O valor dos honorários advocatícios não sofreria alteração, já que a sentença fixou-os em percentual sobre o valor da causa atualizado.
E, finalmente, após o recalculo das parcelas do contrato, aplicando a taxa média do Banco Central de 1,51% a.m. e excluindo-se do financiamento as tarifas abusivas (se reconhecidas pelo Juízo) e considerando os pagamentos efetuados pela parte autora, as parcelas vencidas e vincendas do contrato de financiamento, até 23/06/2023 restaria o valor devido em favor da instituição financeira de R$ 24.832,59, conforme resumo abaixo:

Em suma, ocorreria redução no saldo devido em favor da instituição financeira de R$ 27.777,32 para R$ 24.832,59. Ou seja, resultaria para a parte autora economia de R$ 2.944,73 (10,601203%).
D) Conclusão:
Este post não tem a pretensão de esgotar as questões que envolvem a matéria sobre revisões de contratos bancários.

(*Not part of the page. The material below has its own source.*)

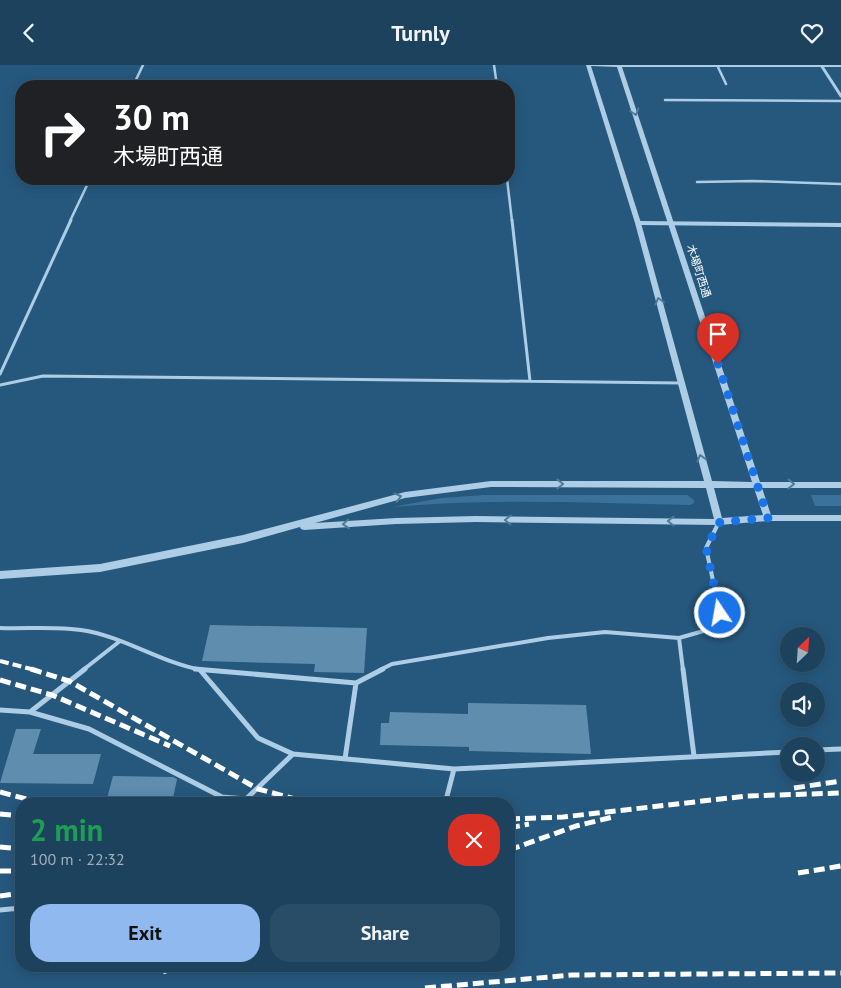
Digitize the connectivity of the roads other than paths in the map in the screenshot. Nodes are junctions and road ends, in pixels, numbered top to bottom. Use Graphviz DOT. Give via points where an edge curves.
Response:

Visa contribuir com a reflexão e experiência adquirida pelo autor do post no desempenho de suas atividades de advogado e calculista, abordando questões reiteradas discutidas e decididas nas ações judiciais, sem arrogar para si a verdade absoluta, até porque, a travessia do aprendizado é constante e árdua, conquistada não só por acertos, mas, principalmente, pelos erros cometidos ao longo da jornada.
Nesse contexto, entendemos que é importante que o advogado da parte, quer seja do autor ou do réu, mesmo que munido de parecer técnico, tenha conhecimentos gerais de matemática e, em específico, matemática financeira, para advogar com proficiência nas ações revisionais bancárias, para credenciá-lo a interpretar adequada e corretamente o parecer técnico contratado e, eventualmente, identificar equívocos que possam ter sido cometidos no parecer técnico pelo expert.
Por outro lado, cogitamos que o calculista e/ou assistente técnico, além de dominarem as técnicas de elaboração dos cálculos matemático financeiros, necessitam conhecer e compreender: as teses já fixadas pelo Superior Tribunal de Justiça em recursos repetitivos sobre as questões bancárias; as súmulas do STF e STJ aplicáveis ao caso concreto e; a jurisprudência local dos tribunais naquelas questões nas quais ainda não foram fixadas teses em recursos repetitivos. E, em acréscimo, sempre atualizarem-se mediante doutrina proficiente sobre questões revisionais bancárias.